Я мало рассказывала еще о замечательных личностях разных эмиграций, с которыми познакомилась в Лондоне.
Между прочими вспоминаю всеми глубоко уважаемого и любимого польского эмигранта Ворцеля. Вероятно, после революции 30-го года он покинул Польшу; там он оставил громадные поместья, за его отсутствием доставшиеся его малолетним сыну и дочери. Впоследствии сын поступил в русскую службу, почему Ворцель никогда не поминал о нем. Небольшого роста, худощавый, с умным, выразительным лицом, он казался весь поглощен заботами о своем отечестве, о нуждах соотечественников-эмигрантов. Он был главой польской демократической партии в Лондоне. Редко образованный, начитанный, очень симпатичный, с изящными, привлекательными манерами, Ворцель казался старее, чем был; так эта жизнь, полная всяких лишений и жертв, кладет свою печать на эмигрантов.
Ворцель ничего не требовал и не получал от своих детей: он жил уроками математики, которую знал в совершенстве. Года через полтора после нашего приезда в Лондон по расстроенному здоровью, по упадку сил Ворцель был вынужден прекратить свои занятия.
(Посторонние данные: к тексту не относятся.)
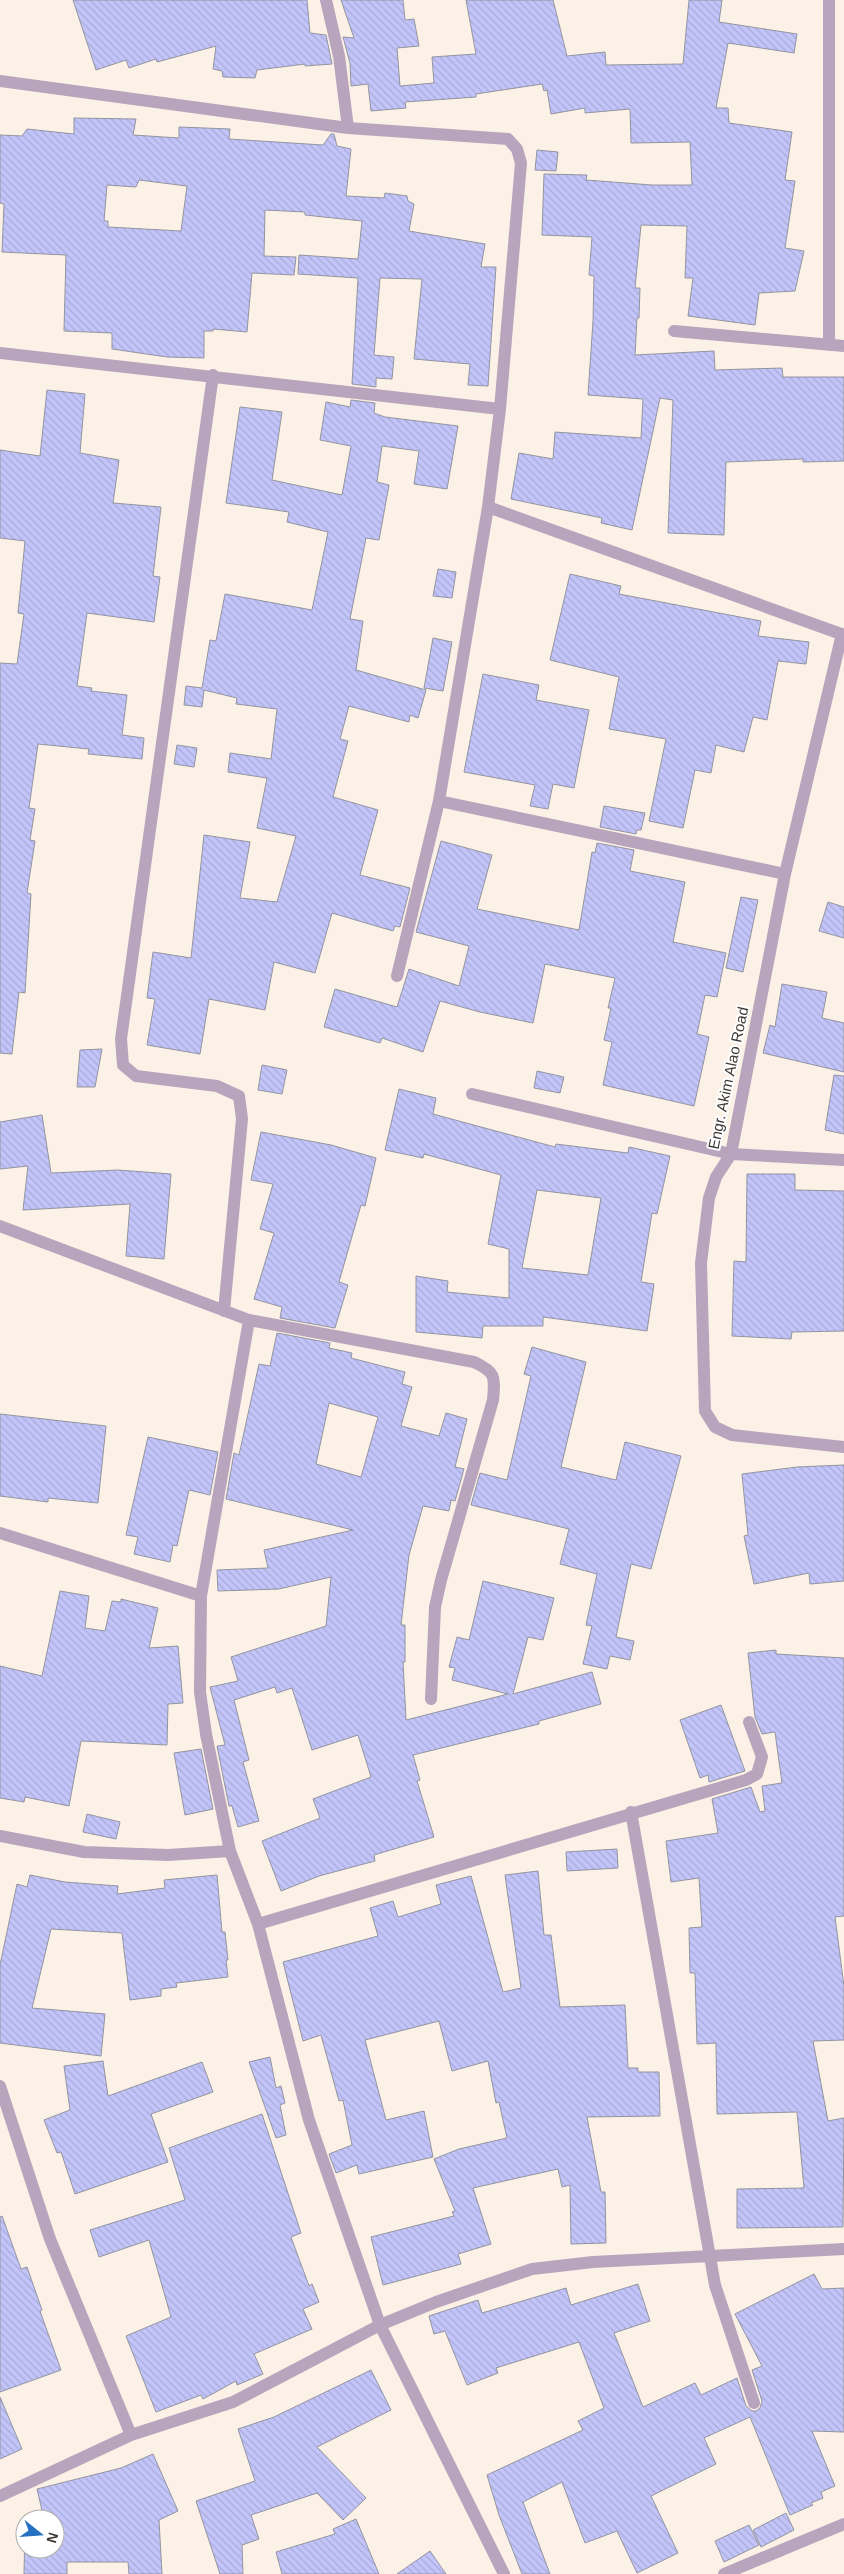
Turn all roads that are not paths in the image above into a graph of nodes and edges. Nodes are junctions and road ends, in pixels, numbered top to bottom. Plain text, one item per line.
1 (326, 0) edge
2 (829, 0) edge
3 (0, 81) edge
4 (348, 128) junction
5 (674, 331) dead end
6 (829, 345) junction
7 (844, 346) edge
8 (0, 353) edge
9 (212, 375) junction
10 (500, 409) junction
11 (488, 507) junction
12 (843, 635) edge
13 (439, 801) junction
14 (786, 874) junction
15 (397, 976) dead end
16 (472, 1094) dead end
17 (731, 1154) junction
18 (844, 1160) edge
19 (0, 1226) edge
20 (224, 1310) junction
21 (249, 1320) junction
22 (844, 1447) edge
23 (0, 1532) edge
24 (201, 1596) junction
25 (432, 1699) dead end
26 (749, 1722) dead end
27 (631, 1812) junction
28 (0, 1836) edge
29 (230, 1851) junction
30 (258, 1924) junction
31 (0, 2086) edge
32 (844, 2249) edge
33 (709, 2255) junction
34 (380, 2325) junction
35 (754, 2403) dead end
36 (131, 2436) junction
37 (0, 2496) edge
38 (844, 2524) edge
39 (504, 2574) edge
40 (724, 2574) edge

1 - 4 street
2 - 6 street
3 - 4 street
4 - 10 street
5 - 6 street
6 - 7 street
8 - 9 street
9 - 10 street
9 - 20 street
10 - 11 street
11 - 12 street
11 - 13 street
12 - 14 street, Engr. Akim Alao Road
13 - 14 street
13 - 15 street
14 - 17 street, Engr. Akim Alao Road
16 - 17 street
17 - 18 street
17 - 22 street, Engr. Akim Alao Road
19 - 20 street
20 - 21 street
21 - 24 street
21 - 25 street
23 - 24 street
24 - 29 street
26 - 27 street
27 - 30 street
27 - 33 street
28 - 29 street
29 - 30 street
30 - 34 street
31 - 36 street
32 - 33 street
33 - 34 street
33 - 35 street
34 - 36 street
34 - 39 street
36 - 37 street
38 - 40 street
Он был очень дружен с Маццини, вождем итальянской демократической партии, и пользовался большим уважением со стороны английских революционеров; имел даже друзей между ними. Некоторые из них поддерживали Ворцеля, когда уроки математики прекратились. Они поместили Ворцеля на квартиру к г-ну Тейлеру, который весьма симпатизировал уже сильно больному вождю польской демократии. Тейлер окружил Ворцеля возможным комфортом и доставил ему медицинскую помощь. Получая на все нужные для больного издержки деньги от его английских друзей, а иногда и от Герцена, он старался скрыть от Ворцеля, что последний живет на чужой счет. Быть может, Ворцель и догадывался, но ему нечего было делать, болезнь не позволяла ему зарабатывать, как прежде; тогда он делился каждой копейкой со своими соотечественниками. Впрочем, пламенный польский патриот и страдалец недолго пролежал. Его болезнь заключалась преимущественно в глубоком отчаянии относительно родины. Эмиграция тоже не могла его радовать: он видел в ней (как и во всех эмиграциях) бездействие, зависть, клеветы; утешительного ничего не было.
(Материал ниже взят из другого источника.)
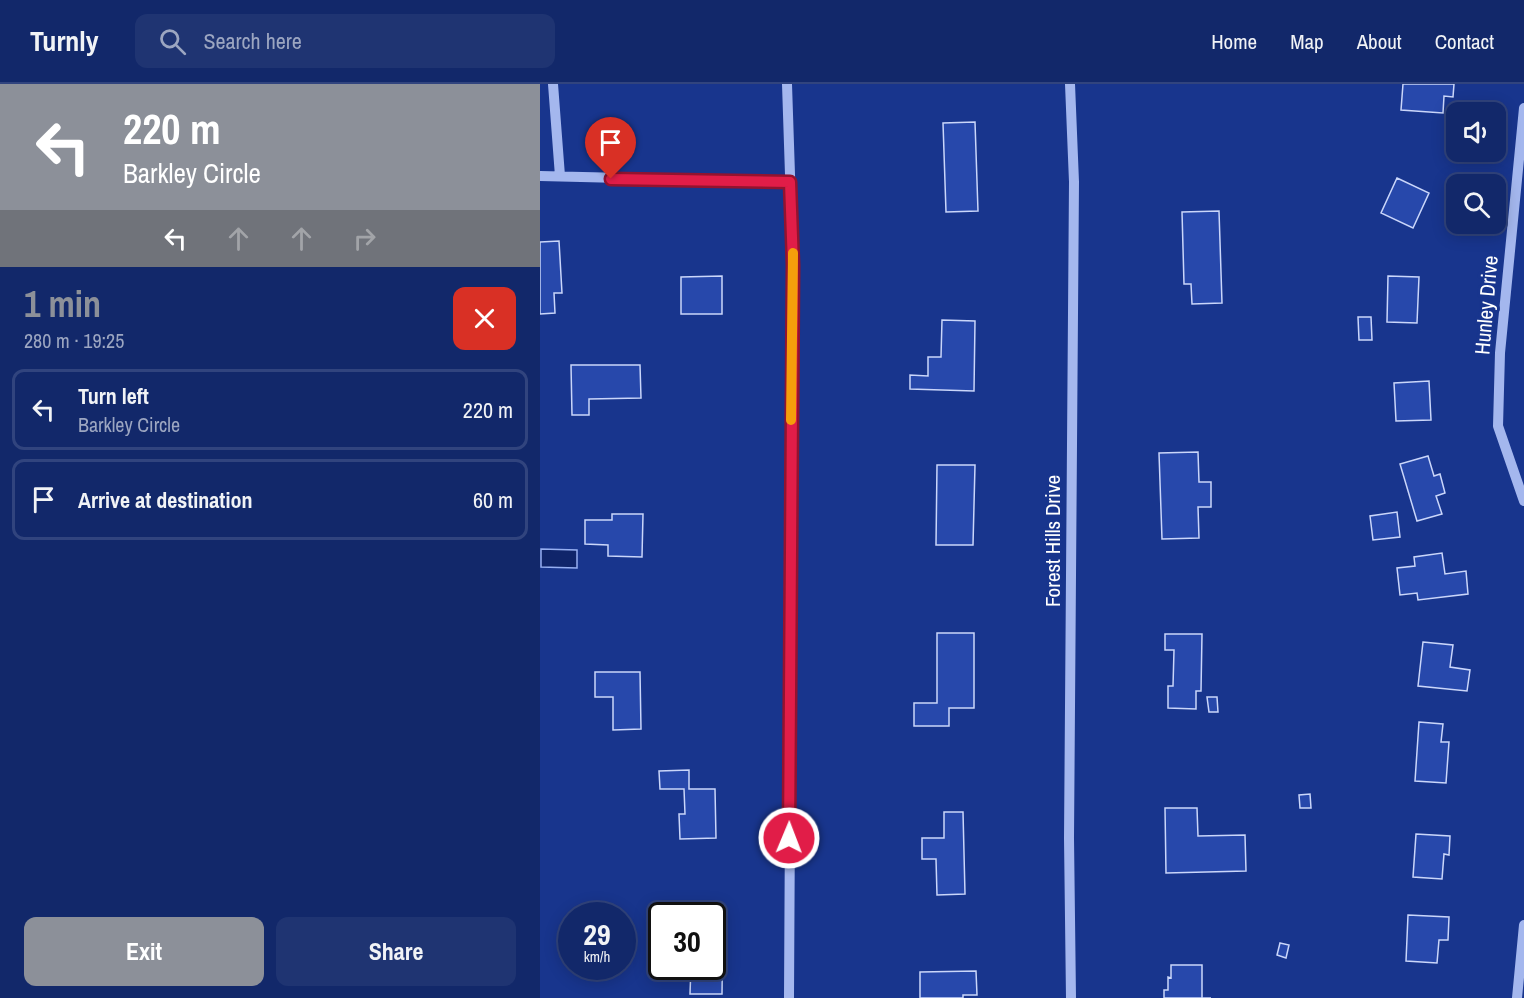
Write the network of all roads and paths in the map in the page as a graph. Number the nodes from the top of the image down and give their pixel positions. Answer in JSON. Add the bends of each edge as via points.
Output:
{"nodes":[{"id":1,"x":553,"y":84,"type":"edge"},
{"id":2,"x":787,"y":84,"type":"edge"},
{"id":3,"x":1070,"y":84,"type":"edge"},
{"id":4,"x":1524,"y":108,"type":"edge"},
{"id":5,"x":540,"y":176,"type":"edge"},
{"id":6,"x":560,"y":176,"type":"junction"},
{"id":7,"x":790,"y":182,"type":"junction"},
{"id":8,"x":1524,"y":501,"type":"edge"},
{"id":9,"x":1524,"y":925,"type":"edge"},
{"id":10,"x":789,"y":998,"type":"edge"},
{"id":11,"x":1071,"y":998,"type":"edge"},
{"id":12,"x":1517,"y":998,"type":"edge"}],
"edges":[{"from":1,"to":6,"type":"street"},
{"from":2,"to":7,"type":"street"},
{"from":3,"to":11,"type":"street","name":"Forest Hills Drive","via":[[1074,182]]},
{"from":4,"to":8,"type":"street","name":"Hunley Drive","via":[[1500,353],[1498,426]]},
{"from":5,"to":6,"type":"street"},
{"from":6,"to":7,"type":"street"},
{"from":7,"to":10,"type":"street","via":[[793,265]]},
{"from":9,"to":12,"type":"street"}]}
Герцен любил беседовать с Ворцелем; он стал часто навещать его. Чувствуя близкую разлуку, Герцен желал показать умирающему все уважение и симпатию, которые всегда питал к нему.
Ворцель был глубоко признателен за эти почти ежедневные посещения. Когда мы узнали, что Ворцель скончался, Герцен, Огарев и я пошли с ним проститься. Он лежал в гробу на высокой скамье в своей крошечной комнате, из которой мебель была вынесена. Вид этой пустой комнаты, печальный, кроткий облик покойника — все производило удручающее впечатление; невольно думалось: «Вот где этот пылкий ум успокоился, отказался от невольных надежд, которыми жил и которые в нем боролись с глубоким отчаянием!» По нашему славянскому обычаю, я поцеловала в лоб Ворцеля, и мы поспешили выйти на свежий воздух: нам было всем тяжело, и всего тяжелее было сознание, что он умер далеко от родины,— последние минуты изгнанников должны быть ужаснее многих десятков лет, проведенных в изгнании. На другой день были похороны Ворцеля.